Editor’s note: Janice Caston is VP global marketing at marketing research firm Toluna, New York. 

Since its debut in 2011, Snapchat has been gaining momentum. Users first gravitated toward the social network because it offered something no other social network at the time did: people could share images with their friends that would automatically disappear. Since then it has significantly expanded its features and exploded in popularity.

Fast forward to 2017, and Snap, the company which owns Snapchat, has recently gone public – sparking increased interest in how marketers can leverage the social network to communicate with potential customers and drive brand loyalty.

This March, Toluna surveyed more than 1,000 consumers in the U.S. to find out how different populations are using Snapchat and how they interact with brands on the social network.

Men and women on Snapchat

The data shows a distinct difference in how men and women use Snapchat. Women are most likely to use Snapchat to communicate one-on-one with close friends (37 percent), while men are more inclined to use the social network to follow the news (26 percent) or celebrities (23 percent).

Men are also far more likely to view branded content and to say that they like that content. In the U.S., 50 percent of men surveyed had used Snapchat Discover, compared to 40 percent of women. Additionally, when asked to pick their favorite Snapchat feature, men were twice as likely (22 percent of men vs. 11 percent of women) to select Snapchat Discover, a feature which allows users to view branded content, and indicated they are more likely to view celebrity content (48 percent of men vs. 44 percent of women). When it comes to interacting with branded content on Snapchat, the only area in which women outpaced men was using branded filters or lens (46 percent women vs. 44 percent men).

Men and women also reported different preferences for the types of brands they interact with using Snapchat. Fifty-one percent of men engaged with branded sports content (compared to 31 percent of women) and 61 percent of men engaged with branded technology content (compared to 35 percent of women). Women said they are slightly more likely to engage with entertainment brands (61 percent compared to 58 percent for men) and food and beverage brands (44 percent compared to 41 percent for men).

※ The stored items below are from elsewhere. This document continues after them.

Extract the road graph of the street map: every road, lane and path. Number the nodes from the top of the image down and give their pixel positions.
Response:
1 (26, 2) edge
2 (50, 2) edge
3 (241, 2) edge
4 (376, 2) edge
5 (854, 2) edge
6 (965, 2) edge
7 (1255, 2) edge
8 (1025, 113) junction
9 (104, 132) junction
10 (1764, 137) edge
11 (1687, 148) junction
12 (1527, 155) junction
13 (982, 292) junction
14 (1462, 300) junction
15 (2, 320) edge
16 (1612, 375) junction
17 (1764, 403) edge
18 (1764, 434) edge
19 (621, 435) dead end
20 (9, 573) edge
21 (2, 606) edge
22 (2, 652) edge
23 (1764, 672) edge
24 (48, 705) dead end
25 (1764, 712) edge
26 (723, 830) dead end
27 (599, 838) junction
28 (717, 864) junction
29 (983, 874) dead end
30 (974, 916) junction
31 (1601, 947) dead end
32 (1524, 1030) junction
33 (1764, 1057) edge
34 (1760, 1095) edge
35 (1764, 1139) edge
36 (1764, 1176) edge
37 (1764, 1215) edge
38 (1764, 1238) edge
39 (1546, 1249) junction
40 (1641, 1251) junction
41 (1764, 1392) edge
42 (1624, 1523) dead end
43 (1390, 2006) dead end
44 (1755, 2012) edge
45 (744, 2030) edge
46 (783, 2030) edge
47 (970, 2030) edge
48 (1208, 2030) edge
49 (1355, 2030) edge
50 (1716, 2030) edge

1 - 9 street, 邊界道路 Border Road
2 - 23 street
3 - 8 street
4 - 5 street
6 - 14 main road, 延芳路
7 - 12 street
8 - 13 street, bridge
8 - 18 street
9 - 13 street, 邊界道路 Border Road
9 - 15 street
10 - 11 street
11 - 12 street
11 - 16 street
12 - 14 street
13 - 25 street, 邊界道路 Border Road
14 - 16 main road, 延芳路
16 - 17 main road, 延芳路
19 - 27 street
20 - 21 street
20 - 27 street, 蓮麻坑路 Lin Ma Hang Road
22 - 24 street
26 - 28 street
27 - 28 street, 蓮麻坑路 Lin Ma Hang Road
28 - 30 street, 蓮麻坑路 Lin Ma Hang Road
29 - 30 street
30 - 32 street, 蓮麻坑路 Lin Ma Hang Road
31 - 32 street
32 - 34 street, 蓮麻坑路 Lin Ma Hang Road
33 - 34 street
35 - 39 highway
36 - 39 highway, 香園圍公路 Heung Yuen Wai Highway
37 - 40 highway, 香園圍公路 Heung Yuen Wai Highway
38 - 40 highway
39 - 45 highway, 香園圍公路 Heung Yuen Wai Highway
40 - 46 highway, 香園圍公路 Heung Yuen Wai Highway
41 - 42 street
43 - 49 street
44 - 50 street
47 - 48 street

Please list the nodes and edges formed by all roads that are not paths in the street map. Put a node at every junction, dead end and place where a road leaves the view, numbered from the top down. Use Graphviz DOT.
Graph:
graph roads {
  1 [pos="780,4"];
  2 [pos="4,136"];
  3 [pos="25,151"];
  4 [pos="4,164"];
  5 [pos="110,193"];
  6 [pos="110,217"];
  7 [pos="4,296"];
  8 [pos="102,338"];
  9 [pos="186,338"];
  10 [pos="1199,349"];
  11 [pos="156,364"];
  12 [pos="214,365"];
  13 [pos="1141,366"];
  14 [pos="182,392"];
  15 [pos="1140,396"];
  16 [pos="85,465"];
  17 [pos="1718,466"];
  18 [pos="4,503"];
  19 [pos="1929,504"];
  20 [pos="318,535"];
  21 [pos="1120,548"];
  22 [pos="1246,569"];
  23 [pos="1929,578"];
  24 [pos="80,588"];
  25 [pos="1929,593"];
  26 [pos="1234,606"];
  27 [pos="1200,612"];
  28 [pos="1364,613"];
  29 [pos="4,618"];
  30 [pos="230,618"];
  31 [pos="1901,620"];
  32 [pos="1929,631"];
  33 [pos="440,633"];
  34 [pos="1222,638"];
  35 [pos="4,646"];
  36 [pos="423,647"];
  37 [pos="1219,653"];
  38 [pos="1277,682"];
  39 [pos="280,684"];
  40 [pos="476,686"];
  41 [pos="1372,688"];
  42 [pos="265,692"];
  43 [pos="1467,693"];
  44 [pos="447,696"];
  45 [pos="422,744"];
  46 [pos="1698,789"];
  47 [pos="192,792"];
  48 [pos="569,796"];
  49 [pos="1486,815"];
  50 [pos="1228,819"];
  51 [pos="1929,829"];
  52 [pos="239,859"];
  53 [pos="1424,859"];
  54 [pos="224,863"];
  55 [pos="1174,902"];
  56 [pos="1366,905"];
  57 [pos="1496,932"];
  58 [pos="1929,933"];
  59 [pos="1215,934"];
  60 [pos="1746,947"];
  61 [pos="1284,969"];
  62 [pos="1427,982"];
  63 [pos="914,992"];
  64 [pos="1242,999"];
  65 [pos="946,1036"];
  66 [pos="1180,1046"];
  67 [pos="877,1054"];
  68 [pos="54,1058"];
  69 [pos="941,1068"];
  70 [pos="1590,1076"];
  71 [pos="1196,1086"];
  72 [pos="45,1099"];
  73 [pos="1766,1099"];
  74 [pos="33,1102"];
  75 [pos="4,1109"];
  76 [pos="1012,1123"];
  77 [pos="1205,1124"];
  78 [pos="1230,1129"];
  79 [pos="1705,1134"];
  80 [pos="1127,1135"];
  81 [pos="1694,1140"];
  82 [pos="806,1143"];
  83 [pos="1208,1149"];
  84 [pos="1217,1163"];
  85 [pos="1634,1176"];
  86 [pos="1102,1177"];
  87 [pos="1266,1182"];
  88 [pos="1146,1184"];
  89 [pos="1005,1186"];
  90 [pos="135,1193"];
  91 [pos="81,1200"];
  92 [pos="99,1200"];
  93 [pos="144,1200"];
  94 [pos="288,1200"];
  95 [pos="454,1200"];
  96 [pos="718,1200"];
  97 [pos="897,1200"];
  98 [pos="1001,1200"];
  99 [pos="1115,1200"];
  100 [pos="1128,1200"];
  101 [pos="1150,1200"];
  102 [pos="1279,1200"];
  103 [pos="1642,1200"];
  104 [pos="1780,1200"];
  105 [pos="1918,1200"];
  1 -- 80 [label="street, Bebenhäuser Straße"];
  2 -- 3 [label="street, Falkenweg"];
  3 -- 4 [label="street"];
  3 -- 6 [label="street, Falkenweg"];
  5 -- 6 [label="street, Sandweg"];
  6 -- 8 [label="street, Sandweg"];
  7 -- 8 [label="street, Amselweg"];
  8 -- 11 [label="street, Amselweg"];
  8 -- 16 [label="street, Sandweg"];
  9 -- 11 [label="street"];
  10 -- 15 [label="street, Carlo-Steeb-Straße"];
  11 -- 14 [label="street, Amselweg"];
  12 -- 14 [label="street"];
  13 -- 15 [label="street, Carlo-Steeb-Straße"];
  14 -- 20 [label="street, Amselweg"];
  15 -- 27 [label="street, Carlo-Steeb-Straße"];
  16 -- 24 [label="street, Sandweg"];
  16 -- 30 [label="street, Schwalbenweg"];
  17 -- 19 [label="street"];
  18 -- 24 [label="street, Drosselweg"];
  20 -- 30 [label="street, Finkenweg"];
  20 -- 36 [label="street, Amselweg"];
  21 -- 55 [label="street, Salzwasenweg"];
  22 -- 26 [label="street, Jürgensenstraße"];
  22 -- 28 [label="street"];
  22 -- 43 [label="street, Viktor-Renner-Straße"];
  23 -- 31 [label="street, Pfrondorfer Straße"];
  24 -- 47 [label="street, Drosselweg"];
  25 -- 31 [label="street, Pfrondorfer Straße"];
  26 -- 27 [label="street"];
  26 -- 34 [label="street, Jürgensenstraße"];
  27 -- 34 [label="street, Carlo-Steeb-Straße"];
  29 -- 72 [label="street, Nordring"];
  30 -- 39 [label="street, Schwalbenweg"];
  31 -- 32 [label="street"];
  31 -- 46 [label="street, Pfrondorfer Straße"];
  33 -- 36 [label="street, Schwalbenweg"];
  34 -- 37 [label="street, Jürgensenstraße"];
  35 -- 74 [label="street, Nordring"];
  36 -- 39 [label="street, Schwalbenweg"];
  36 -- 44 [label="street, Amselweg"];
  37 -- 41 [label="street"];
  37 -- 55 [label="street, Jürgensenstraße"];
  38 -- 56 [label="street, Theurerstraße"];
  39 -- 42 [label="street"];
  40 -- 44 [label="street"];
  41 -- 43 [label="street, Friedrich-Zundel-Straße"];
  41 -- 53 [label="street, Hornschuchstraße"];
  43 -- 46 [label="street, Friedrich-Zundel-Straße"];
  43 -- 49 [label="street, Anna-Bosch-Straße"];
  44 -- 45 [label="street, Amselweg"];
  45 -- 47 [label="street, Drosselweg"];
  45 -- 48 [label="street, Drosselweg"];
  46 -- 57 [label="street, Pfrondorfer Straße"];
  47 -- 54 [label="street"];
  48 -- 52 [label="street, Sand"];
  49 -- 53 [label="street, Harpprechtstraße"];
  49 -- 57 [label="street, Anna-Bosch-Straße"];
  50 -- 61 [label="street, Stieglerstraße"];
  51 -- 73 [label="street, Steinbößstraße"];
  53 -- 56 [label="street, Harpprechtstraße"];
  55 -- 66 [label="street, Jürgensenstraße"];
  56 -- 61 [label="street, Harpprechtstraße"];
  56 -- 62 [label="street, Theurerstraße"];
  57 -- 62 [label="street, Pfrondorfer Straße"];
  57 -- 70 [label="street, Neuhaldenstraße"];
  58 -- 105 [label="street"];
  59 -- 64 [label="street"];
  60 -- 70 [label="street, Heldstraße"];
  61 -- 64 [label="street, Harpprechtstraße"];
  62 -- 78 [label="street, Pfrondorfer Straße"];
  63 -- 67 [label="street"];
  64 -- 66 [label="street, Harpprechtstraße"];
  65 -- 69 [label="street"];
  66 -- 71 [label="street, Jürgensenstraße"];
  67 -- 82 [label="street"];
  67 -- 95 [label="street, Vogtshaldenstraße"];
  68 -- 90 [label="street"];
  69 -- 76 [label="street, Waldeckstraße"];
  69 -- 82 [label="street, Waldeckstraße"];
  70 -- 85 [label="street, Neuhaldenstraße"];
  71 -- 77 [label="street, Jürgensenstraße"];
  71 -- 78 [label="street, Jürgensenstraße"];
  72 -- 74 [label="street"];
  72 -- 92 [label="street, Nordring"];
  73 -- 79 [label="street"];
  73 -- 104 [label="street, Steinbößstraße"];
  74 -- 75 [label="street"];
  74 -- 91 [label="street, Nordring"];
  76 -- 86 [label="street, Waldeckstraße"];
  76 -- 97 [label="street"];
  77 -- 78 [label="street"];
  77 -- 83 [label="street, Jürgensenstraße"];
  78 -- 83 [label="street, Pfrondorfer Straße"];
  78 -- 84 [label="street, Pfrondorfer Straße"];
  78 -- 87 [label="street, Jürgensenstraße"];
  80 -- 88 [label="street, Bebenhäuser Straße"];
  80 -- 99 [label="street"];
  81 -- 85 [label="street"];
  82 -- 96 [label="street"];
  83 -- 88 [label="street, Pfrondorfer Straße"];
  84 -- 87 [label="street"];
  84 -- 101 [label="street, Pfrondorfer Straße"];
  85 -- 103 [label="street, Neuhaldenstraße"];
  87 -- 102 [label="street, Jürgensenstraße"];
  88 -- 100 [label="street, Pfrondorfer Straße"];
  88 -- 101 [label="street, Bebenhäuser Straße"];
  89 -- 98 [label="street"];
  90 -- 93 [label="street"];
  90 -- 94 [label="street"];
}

Not your mama’s Snapchat    

The survey also revealed that Millennials are more inclined than other generations to engage with branded content on Snapchat, while Gen X and Baby Boomers are more likely to use the social network to communicate one-on-one with close friends (42 percent of Baby Boomers vs. 30 percent of Gen Xers and 30 percent of Millennials). Interestingly, Baby Boomers were nearly twice as likely than other generations to say that their favorite Snapchat feature is that images are temporary, while Millennials were more likely than their older counterparts to prefer Snapchat Stories (31 percent of Millennials vs. 27 percent of Gen Xers and 18 percent of Baby Boomers).

Millennials and Gen X were close when it came to experiencing branded content but about 7 percent fewer Millennials said they had not viewed branded content.

Branded content: U.S. vs. U.K. 

Toluna also surveyed nearly 700 U.K. Snapchat users, uncovering some interesting differences between the two populations. U.S. Snapchat users are more likely than U.K. users to engage with branded content. U.K. Snapchat users reported that they are less aware of branded content on Snapchat than those in the U.S. 69 percent of U.K. respondents said that they mostly use the platform for communicating one-on-one with friends or sharing Snapchat Stories (compared to 57 percent in the U.S.).

U.K. users also said that they value frequently branded features such as Snapchat Discover lower than U.S. users. 7 percent of U.K. users claimed that these features were their highest motivating factor for using the social network, compared with 17 percent of U.S. users.

Research was completed via Toluna Quicksurveys between March 2 and March 5, 2017. The research surveyed 671 U.K. respondents and 1,054 U.S. respondents.